__WHAT IS EXPECTED__: Starting with the line containing "M434,425L454,432L448,455L427,449Z" and going on through the line containing "M908,565L922,569L918,584L904,580Z", return the lines of the data below exactly, and only those.

Start of DATA LISTING

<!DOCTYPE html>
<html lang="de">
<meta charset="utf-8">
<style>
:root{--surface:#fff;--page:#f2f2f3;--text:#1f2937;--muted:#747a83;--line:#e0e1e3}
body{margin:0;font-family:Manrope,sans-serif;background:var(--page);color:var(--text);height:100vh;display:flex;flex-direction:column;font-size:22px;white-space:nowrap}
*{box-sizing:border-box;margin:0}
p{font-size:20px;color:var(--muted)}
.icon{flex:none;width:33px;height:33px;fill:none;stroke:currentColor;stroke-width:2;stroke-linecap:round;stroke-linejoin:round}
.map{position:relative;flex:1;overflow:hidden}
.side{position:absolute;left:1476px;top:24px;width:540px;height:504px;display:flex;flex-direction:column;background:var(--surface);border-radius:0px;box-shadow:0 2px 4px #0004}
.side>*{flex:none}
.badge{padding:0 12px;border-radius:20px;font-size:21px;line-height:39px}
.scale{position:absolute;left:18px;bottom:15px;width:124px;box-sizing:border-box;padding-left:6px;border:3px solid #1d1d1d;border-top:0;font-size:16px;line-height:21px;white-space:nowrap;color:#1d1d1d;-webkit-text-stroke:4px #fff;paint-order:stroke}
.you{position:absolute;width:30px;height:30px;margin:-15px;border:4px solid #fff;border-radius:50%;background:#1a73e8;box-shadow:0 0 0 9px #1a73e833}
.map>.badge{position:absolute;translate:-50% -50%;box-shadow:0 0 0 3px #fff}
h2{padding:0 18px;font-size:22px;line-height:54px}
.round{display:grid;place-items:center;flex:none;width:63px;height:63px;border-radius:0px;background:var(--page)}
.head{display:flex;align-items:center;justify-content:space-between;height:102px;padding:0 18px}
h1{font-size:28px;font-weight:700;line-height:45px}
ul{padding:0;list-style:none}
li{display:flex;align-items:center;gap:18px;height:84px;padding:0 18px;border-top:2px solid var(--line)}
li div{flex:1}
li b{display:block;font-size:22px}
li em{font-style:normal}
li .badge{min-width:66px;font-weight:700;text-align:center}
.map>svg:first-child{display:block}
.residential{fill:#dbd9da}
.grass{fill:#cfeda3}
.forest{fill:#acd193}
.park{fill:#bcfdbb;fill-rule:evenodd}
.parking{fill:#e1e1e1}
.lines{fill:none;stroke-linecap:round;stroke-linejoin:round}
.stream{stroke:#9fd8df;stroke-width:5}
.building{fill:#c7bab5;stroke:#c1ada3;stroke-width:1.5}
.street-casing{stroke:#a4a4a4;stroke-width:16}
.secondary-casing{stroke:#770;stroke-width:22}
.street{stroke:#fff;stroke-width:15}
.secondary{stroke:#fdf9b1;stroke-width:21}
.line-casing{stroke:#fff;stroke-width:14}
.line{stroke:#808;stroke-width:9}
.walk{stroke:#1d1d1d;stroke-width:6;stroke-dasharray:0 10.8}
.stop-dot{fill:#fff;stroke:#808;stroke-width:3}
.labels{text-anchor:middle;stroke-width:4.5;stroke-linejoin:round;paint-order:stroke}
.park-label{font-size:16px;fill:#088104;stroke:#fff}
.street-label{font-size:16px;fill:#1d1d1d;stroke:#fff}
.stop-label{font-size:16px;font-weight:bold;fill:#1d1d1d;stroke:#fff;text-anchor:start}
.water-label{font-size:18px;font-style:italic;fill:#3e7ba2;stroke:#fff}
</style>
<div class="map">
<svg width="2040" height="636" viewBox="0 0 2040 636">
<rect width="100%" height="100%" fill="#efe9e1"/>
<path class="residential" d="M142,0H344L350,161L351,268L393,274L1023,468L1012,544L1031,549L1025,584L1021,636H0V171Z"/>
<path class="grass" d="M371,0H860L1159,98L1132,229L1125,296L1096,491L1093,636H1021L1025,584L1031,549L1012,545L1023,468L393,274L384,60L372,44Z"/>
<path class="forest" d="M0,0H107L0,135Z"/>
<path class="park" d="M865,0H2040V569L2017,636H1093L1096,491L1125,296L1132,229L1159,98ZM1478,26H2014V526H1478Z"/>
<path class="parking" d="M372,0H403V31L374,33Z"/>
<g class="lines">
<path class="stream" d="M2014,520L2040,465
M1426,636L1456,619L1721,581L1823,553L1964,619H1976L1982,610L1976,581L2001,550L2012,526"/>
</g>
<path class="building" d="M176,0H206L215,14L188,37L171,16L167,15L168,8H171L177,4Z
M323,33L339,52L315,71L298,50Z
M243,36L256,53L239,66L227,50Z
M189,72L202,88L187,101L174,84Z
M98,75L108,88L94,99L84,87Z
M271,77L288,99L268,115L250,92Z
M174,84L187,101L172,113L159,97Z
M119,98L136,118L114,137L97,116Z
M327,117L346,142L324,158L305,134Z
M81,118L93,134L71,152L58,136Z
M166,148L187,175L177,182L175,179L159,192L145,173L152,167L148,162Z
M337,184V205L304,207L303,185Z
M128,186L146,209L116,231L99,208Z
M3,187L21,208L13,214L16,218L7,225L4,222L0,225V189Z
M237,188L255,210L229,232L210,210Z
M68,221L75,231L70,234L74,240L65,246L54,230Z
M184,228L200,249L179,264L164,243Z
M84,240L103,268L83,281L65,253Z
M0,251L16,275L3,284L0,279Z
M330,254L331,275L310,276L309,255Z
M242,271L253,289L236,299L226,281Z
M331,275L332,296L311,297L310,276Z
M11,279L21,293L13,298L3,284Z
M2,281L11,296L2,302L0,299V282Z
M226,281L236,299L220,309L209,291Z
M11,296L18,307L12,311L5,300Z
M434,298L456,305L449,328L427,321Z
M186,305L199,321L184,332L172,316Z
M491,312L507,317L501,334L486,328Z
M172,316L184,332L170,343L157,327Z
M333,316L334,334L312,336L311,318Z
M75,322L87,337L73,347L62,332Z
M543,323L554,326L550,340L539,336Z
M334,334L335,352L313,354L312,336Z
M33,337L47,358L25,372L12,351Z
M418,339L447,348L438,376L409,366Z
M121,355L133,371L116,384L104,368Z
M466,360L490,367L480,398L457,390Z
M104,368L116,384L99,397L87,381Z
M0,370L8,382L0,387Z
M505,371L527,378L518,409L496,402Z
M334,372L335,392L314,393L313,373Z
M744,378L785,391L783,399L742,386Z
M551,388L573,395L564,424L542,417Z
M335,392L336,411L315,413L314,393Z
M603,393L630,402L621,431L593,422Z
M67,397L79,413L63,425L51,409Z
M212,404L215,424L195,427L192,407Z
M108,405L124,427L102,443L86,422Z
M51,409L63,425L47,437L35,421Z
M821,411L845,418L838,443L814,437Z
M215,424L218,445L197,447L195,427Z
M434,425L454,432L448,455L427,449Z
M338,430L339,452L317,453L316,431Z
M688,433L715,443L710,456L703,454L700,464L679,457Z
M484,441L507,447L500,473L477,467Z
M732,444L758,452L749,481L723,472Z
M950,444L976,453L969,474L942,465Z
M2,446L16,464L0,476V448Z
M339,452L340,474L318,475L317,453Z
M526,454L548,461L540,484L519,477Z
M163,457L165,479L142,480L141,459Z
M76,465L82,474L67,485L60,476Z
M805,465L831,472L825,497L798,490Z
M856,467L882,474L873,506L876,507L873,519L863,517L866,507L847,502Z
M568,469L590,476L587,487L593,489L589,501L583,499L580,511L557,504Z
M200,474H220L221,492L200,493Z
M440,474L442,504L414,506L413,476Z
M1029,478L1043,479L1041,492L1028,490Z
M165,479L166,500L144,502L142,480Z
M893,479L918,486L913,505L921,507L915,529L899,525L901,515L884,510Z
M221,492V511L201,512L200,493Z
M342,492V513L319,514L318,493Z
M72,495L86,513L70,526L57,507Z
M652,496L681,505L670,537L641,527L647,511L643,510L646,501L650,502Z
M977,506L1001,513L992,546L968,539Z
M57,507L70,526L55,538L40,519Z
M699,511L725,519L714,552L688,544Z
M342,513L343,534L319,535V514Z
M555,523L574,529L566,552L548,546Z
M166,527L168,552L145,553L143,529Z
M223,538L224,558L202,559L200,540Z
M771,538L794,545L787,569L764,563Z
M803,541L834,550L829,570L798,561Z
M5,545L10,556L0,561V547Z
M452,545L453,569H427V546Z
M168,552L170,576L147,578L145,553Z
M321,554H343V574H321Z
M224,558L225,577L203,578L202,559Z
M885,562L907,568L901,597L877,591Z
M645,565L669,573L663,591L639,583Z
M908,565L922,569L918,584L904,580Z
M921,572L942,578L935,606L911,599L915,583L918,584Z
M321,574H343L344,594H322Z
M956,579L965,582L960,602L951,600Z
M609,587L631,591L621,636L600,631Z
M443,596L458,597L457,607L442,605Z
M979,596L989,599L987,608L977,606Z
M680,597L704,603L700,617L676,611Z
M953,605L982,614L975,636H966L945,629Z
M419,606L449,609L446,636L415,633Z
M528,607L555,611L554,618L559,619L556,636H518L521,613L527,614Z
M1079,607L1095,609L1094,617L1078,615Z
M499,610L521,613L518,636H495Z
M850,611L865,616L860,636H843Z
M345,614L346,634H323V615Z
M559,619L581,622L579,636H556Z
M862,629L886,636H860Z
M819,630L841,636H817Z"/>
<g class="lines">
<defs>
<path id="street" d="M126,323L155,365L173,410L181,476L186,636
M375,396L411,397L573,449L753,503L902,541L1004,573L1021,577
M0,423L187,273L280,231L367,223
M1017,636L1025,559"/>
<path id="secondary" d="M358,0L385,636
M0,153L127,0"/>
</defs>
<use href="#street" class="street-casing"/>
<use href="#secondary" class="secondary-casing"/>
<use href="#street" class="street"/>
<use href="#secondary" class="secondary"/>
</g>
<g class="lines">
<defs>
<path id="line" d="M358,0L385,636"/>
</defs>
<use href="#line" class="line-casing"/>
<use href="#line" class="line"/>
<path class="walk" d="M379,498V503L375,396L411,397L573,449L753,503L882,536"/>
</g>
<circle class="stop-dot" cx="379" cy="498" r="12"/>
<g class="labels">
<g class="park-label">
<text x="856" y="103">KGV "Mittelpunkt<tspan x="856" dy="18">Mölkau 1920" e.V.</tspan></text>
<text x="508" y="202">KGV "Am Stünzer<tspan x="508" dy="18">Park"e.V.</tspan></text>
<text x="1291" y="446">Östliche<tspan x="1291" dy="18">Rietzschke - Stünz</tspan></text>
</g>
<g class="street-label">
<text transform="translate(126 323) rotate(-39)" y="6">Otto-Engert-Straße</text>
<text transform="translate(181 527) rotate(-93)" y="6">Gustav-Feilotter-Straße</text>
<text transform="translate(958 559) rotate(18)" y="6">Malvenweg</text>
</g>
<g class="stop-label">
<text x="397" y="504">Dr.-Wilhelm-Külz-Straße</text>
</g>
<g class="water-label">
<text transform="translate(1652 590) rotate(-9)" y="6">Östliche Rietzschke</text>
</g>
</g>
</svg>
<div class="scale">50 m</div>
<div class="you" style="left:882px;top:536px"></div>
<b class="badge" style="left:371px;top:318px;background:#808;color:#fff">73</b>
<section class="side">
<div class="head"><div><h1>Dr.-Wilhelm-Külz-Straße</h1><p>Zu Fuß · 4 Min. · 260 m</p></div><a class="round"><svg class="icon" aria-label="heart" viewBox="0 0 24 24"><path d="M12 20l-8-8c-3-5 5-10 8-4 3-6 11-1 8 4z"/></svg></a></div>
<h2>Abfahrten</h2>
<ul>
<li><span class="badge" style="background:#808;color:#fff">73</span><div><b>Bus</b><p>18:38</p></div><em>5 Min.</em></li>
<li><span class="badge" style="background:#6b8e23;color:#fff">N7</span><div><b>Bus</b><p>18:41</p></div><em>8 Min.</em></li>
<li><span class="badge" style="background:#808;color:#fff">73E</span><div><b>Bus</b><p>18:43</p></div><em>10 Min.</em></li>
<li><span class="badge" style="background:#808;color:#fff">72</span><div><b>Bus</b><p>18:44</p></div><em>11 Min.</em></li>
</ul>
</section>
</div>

End of DATA LISTING

__PROBLEM SOLUTION__:
M434,425L454,432L448,455L427,449Z
M338,430L339,452L317,453L316,431Z
M688,433L715,443L710,456L703,454L700,464L679,457Z
M484,441L507,447L500,473L477,467Z
M732,444L758,452L749,481L723,472Z
M950,444L976,453L969,474L942,465Z
M2,446L16,464L0,476V448Z
M339,452L340,474L318,475L317,453Z
M526,454L548,461L540,484L519,477Z
M163,457L165,479L142,480L141,459Z
M76,465L82,474L67,485L60,476Z
M805,465L831,472L825,497L798,490Z
M856,467L882,474L873,506L876,507L873,519L863,517L866,507L847,502Z
M568,469L590,476L587,487L593,489L589,501L583,499L580,511L557,504Z
M200,474H220L221,492L200,493Z
M440,474L442,504L414,506L413,476Z
M1029,478L1043,479L1041,492L1028,490Z
M165,479L166,500L144,502L142,480Z
M893,479L918,486L913,505L921,507L915,529L899,525L901,515L884,510Z
M221,492V511L201,512L200,493Z
M342,492V513L319,514L318,493Z
M72,495L86,513L70,526L57,507Z
M652,496L681,505L670,537L641,527L647,511L643,510L646,501L650,502Z
M977,506L1001,513L992,546L968,539Z
M57,507L70,526L55,538L40,519Z
M699,511L725,519L714,552L688,544Z
M342,513L343,534L319,535V514Z
M555,523L574,529L566,552L548,546Z
M166,527L168,552L145,553L143,529Z
M223,538L224,558L202,559L200,540Z
M771,538L794,545L787,569L764,563Z
M803,541L834,550L829,570L798,561Z
M5,545L10,556L0,561V547Z
M452,545L453,569H427V546Z
M168,552L170,576L147,578L145,553Z
M321,554H343V574H321Z
M224,558L225,577L203,578L202,559Z
M885,562L907,568L901,597L877,591Z
M645,565L669,573L663,591L639,583Z
M908,565L922,569L918,584L904,580Z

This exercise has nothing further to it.